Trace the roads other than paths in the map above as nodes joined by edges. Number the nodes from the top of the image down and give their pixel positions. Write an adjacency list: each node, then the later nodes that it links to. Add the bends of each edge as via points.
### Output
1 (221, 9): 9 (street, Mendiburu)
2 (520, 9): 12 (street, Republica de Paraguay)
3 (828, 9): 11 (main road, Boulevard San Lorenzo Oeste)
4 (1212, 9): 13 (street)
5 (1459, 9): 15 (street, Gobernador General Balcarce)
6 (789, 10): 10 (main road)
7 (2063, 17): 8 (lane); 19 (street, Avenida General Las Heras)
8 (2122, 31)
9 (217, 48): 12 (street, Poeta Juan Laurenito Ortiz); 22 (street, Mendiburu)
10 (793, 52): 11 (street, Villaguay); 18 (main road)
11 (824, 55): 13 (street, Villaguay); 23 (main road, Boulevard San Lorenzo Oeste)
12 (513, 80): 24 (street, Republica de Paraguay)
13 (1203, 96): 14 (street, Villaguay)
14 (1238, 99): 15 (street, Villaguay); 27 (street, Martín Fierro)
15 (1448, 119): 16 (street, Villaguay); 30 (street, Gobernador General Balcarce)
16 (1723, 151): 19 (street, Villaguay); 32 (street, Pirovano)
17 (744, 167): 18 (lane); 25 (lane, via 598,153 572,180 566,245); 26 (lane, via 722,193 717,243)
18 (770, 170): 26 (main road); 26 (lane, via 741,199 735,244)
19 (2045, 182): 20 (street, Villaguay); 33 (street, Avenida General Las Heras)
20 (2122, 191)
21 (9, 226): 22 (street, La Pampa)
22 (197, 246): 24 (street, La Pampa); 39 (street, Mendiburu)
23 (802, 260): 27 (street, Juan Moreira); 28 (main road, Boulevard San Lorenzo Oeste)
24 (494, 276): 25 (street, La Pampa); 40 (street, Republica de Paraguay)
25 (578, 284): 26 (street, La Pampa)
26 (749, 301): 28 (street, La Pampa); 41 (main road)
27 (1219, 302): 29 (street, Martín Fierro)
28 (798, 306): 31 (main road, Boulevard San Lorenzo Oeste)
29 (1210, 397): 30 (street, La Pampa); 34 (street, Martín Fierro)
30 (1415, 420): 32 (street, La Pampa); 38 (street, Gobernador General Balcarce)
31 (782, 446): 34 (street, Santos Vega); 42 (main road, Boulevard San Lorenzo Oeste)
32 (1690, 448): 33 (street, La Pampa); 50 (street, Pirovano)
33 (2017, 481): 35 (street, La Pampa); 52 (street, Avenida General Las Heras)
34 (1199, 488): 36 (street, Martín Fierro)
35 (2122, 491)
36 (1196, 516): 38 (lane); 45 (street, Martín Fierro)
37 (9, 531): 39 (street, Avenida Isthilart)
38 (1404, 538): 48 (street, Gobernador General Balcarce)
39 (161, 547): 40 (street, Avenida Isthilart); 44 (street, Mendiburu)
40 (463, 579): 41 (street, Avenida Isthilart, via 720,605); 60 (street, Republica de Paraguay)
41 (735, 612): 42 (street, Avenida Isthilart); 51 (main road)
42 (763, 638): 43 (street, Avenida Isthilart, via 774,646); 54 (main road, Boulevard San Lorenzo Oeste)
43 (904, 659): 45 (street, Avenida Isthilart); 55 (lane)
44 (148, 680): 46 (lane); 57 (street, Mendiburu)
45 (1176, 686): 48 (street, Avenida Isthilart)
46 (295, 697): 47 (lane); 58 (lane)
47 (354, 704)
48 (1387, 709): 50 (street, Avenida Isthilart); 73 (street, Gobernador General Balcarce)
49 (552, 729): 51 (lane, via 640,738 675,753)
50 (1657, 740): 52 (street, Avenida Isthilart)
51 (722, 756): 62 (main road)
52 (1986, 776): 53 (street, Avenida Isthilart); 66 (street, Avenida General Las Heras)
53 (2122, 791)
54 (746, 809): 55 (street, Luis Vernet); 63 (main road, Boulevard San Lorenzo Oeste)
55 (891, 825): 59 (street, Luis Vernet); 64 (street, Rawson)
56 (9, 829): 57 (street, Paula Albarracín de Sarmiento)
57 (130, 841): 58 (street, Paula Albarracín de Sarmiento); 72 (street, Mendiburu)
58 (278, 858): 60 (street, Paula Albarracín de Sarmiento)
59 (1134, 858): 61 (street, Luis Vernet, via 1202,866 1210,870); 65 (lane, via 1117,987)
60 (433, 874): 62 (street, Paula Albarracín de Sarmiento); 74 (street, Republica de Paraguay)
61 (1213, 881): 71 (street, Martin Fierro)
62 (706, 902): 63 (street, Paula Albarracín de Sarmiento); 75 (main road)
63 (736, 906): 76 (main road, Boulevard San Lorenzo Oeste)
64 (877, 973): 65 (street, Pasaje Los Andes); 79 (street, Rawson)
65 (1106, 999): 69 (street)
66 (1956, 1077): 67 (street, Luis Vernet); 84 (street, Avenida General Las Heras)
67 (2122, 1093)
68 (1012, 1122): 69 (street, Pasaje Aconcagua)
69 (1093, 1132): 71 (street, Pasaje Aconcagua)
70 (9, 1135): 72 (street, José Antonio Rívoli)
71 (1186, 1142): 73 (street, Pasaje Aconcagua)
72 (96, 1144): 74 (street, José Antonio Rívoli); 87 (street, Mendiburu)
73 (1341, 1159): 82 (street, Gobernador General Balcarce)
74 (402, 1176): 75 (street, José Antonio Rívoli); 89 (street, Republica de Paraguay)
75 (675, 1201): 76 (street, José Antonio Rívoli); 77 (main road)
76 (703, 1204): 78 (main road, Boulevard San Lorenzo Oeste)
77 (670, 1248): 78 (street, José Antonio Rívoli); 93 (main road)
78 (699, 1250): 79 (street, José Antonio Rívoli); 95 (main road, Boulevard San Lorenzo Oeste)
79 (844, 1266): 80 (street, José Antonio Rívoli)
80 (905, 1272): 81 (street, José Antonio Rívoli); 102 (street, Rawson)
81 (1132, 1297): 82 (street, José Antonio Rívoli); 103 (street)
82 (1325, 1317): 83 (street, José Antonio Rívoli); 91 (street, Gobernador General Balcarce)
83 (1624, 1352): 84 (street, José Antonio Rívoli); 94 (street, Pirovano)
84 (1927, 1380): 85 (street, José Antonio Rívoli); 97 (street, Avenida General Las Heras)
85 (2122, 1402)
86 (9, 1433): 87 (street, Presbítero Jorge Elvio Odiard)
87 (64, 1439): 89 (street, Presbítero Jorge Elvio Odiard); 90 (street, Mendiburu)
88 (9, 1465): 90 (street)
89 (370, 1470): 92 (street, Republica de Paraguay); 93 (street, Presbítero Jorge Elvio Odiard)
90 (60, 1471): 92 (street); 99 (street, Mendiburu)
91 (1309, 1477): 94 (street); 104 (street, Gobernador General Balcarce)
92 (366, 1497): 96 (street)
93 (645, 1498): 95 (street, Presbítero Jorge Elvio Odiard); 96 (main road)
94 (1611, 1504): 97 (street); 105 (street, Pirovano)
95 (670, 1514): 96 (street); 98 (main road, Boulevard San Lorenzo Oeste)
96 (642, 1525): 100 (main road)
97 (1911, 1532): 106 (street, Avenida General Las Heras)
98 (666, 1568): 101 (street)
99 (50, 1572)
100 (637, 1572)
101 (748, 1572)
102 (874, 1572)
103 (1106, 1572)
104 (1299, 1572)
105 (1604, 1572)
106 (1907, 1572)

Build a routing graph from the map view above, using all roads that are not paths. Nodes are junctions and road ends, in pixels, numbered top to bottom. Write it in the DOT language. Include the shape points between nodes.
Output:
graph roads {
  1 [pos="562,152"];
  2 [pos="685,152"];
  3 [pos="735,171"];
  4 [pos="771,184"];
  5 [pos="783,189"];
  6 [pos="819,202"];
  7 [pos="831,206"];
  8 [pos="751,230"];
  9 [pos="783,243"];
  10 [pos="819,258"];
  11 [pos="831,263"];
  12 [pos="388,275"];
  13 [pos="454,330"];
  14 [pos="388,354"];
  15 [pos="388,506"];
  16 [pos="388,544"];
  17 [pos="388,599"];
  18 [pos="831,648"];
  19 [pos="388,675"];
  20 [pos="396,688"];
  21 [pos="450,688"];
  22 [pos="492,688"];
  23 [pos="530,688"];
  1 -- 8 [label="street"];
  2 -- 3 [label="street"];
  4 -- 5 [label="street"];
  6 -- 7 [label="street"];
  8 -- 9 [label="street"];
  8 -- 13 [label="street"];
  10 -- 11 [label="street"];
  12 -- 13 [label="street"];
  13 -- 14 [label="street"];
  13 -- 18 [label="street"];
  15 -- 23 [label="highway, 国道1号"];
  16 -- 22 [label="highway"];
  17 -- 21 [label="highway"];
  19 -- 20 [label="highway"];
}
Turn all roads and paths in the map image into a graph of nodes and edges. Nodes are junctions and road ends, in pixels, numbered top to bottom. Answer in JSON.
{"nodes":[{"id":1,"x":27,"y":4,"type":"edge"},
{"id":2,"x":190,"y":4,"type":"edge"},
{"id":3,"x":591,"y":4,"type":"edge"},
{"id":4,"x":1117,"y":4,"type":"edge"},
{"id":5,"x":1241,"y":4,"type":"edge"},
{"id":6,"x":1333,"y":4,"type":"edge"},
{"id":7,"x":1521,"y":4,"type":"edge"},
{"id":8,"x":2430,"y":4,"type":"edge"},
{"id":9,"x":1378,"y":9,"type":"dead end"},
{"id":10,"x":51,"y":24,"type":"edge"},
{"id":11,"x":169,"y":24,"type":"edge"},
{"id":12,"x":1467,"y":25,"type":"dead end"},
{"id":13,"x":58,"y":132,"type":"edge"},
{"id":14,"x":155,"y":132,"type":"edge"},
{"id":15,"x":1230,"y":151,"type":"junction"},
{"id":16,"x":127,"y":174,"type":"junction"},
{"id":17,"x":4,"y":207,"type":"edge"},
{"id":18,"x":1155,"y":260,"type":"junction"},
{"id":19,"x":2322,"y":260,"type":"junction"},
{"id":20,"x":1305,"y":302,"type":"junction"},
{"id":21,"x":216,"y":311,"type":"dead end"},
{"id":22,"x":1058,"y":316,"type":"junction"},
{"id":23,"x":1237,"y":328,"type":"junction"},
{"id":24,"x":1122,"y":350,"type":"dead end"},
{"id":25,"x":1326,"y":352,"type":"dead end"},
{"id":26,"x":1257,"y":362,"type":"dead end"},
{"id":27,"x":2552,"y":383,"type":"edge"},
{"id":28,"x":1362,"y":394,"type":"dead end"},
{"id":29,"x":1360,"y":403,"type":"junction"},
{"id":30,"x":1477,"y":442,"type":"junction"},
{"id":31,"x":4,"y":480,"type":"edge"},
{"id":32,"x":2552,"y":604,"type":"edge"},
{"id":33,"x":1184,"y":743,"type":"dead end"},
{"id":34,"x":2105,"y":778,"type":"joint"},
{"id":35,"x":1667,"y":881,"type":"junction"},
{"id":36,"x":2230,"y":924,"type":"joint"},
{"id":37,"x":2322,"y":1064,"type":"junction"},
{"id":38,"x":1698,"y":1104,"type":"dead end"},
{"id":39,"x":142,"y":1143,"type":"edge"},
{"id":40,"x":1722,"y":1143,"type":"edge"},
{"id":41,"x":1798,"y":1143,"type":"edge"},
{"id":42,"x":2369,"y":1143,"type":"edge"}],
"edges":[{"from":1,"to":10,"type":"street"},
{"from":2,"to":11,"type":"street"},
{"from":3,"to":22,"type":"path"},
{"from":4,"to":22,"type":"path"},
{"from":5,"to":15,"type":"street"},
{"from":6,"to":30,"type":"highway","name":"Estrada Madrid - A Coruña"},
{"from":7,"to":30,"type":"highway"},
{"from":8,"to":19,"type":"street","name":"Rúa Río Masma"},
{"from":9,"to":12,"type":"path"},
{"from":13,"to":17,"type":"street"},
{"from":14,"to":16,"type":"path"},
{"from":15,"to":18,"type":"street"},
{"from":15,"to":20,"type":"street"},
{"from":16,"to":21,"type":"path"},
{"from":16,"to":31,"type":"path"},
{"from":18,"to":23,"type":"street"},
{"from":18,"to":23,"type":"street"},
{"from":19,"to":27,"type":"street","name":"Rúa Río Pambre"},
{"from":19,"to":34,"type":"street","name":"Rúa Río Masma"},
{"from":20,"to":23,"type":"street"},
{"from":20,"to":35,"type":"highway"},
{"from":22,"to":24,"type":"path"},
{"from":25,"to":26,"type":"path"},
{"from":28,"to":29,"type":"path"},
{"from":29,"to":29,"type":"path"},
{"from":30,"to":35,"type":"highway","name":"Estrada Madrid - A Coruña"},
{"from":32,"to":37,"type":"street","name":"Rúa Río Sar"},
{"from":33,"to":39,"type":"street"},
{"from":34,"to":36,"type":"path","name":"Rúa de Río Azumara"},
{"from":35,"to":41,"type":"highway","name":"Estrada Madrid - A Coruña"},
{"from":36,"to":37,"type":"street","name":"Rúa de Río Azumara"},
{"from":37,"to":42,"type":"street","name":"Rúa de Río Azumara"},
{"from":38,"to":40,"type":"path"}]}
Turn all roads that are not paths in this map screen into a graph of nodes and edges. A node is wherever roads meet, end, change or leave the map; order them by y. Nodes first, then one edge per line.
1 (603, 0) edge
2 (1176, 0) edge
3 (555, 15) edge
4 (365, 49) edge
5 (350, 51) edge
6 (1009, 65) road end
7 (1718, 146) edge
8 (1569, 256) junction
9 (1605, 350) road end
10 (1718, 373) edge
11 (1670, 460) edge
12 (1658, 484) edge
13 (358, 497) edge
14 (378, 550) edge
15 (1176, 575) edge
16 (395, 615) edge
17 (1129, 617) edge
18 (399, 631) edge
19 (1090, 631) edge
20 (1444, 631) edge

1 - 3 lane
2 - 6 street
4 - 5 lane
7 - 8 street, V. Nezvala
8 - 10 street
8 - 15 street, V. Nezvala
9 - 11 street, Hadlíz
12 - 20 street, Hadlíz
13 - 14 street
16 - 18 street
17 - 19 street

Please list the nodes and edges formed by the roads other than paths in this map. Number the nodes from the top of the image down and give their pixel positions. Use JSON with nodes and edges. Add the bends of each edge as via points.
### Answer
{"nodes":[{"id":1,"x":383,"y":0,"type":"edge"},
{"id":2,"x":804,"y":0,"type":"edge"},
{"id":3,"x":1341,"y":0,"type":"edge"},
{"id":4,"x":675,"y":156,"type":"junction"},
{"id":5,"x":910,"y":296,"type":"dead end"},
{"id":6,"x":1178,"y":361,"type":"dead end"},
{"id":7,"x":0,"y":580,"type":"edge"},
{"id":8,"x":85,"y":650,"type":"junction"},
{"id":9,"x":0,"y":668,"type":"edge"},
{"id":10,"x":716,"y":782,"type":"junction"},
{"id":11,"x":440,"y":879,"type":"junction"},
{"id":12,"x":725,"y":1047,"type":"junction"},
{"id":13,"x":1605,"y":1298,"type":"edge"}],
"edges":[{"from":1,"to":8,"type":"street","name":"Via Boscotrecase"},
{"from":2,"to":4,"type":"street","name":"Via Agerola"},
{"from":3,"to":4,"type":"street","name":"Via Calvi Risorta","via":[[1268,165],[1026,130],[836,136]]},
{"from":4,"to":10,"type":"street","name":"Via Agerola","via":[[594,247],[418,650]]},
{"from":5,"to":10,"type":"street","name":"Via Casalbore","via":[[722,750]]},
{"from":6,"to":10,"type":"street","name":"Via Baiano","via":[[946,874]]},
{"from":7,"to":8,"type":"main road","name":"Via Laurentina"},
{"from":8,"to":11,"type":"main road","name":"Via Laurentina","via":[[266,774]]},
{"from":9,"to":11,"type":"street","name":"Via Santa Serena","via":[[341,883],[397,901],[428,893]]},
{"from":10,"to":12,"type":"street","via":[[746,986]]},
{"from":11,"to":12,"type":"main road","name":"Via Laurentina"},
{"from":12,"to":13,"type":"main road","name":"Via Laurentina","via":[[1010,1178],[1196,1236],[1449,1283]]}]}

» **Prompt**
Which of the lines in the data contain the string "Coruña"? Return each one.

» **Solution to this problem**
{"from":6,"to":30,"type":"highway","name":"Estrada Madrid - A Coruña"},
{"from":30,"to":35,"type":"highway","name":"Estrada Madrid - A Coruña"},
{"from":35,"to":41,"type":"highway","name":"Estrada Madrid - A Coruña"},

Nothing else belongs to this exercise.